Recent slave scholarship in the Americas has also forced historians to strive for a more subtle analysis and approach to slavery. Not least, it is perfectly clear that slavery differed enormously across time and space. What was true of one slave society was very different in another. There were fundamental differences between those societies that tolerated slaves and those that became slave societies, rooted in and fundamentally structured around the local system of slavery. Nor were slave societies the same. The tobacco-based Chesapeake slave societies differed enormously from the rice-based Low Country of South Carolina. And the Lower Mississippi was as different again. Moreover, within each slave society, slavery broke down into a profusion of types, from the brute field hands who bore the brunt of the military-type discipline in the fields, through to the very different world of urban slaves, and those myriad slaves who survived almost as independent workers, on and around the plantations, and in urban centres.

Not surprisingly, few historians try to bring together this diversity of historical experience to make sense of the whole. Most historians of American slavery are happiest on their own specific and specialist patch. Occasionally, however, we are rewarded with a brave soul willing to impose shape and direction on what has become, for many, a prodigiously confusing historiography. Ira Berlin, like the very best historians who have tackled the problem, brings to the task a formidable record as a researcher and writer in more specialised areas of slave and post-slave studies. The result of Berlin's labours is a vital book, not simply in making sense of historical complexity, but in advancing a new and distinctive argument about the shaping of North America.

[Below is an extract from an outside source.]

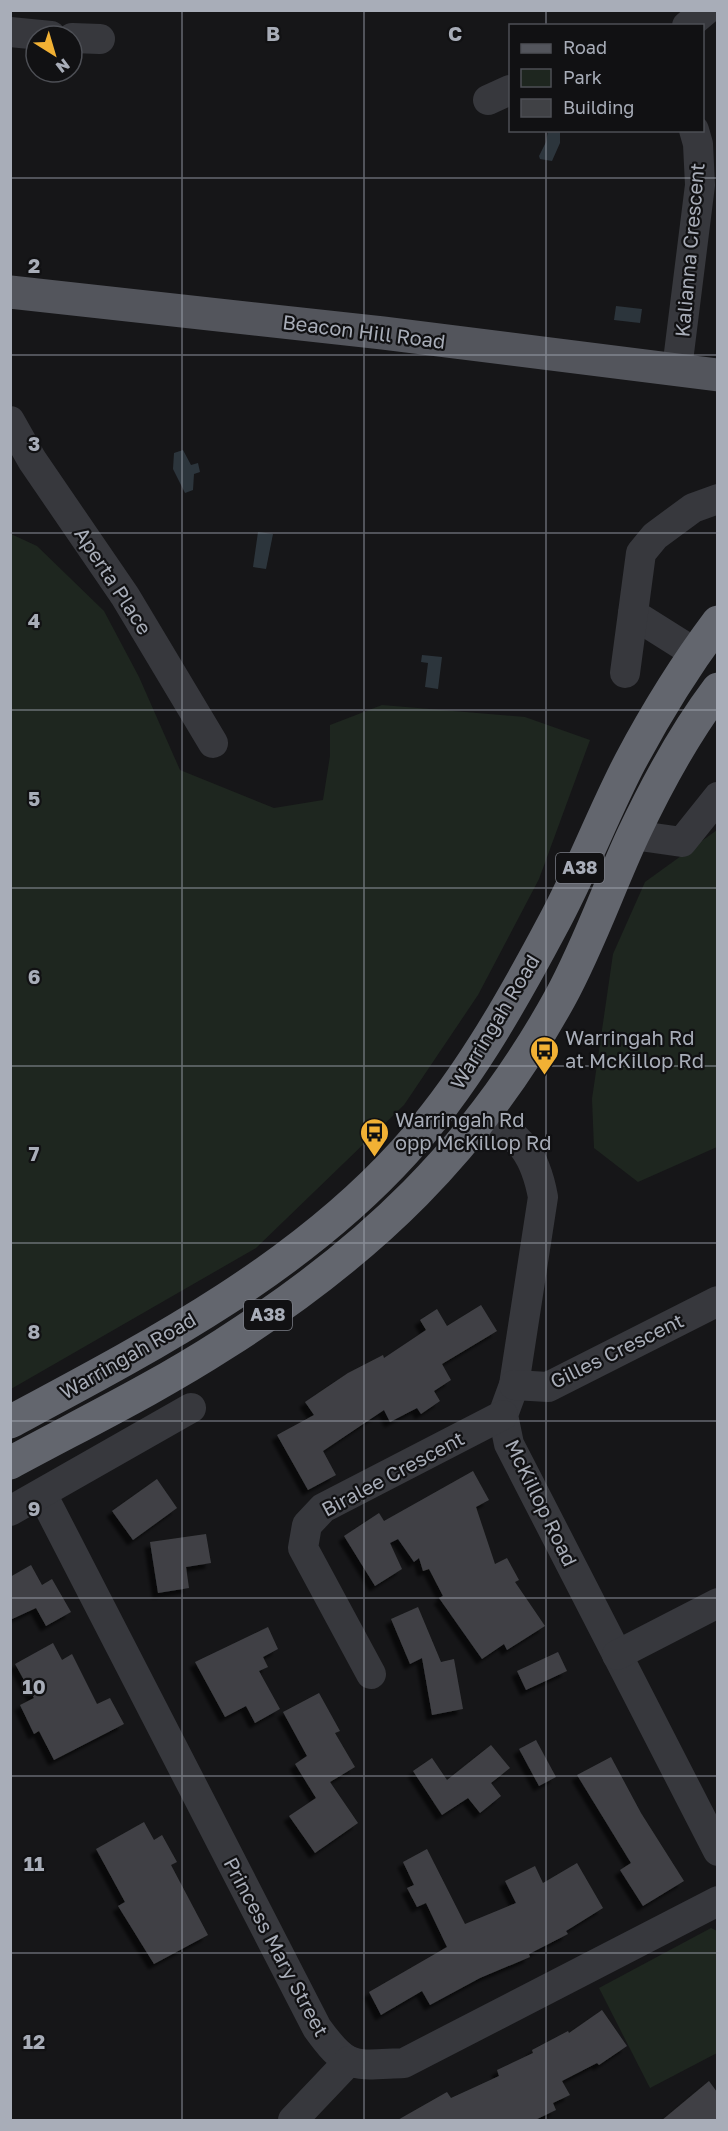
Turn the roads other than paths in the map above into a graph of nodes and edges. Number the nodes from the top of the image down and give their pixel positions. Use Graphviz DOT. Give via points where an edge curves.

Many Thousands Gone has a modest subtitle, The First Two Centuries of Slavery in North America . But beneath that simple heading we are presented with a sophisticated argument that imposes shape on historical diversity without in the least riding roughshod over the specific local and regional differences that fragment the American slave experience. This is a deceptive book, for it is not simply a general account of slavery in North America. It is a subtle - and beautifully written - argument about the phases of slave history and of that sharp differentiation across time and place that makes slavery so hard to contain within a more generalised format. Berlin manages this through a persuasive blueprint for the subsequent development of the book. Divided into three major sections - what he calls the Charter Generations, the Plantation Generations and finally the Revolutionary Generations - each section is then cross-sliced by a detailed study of the four major regions he has defined: the Chesapeake, the North, the Low Country and finally the Lower Mississippi Valley.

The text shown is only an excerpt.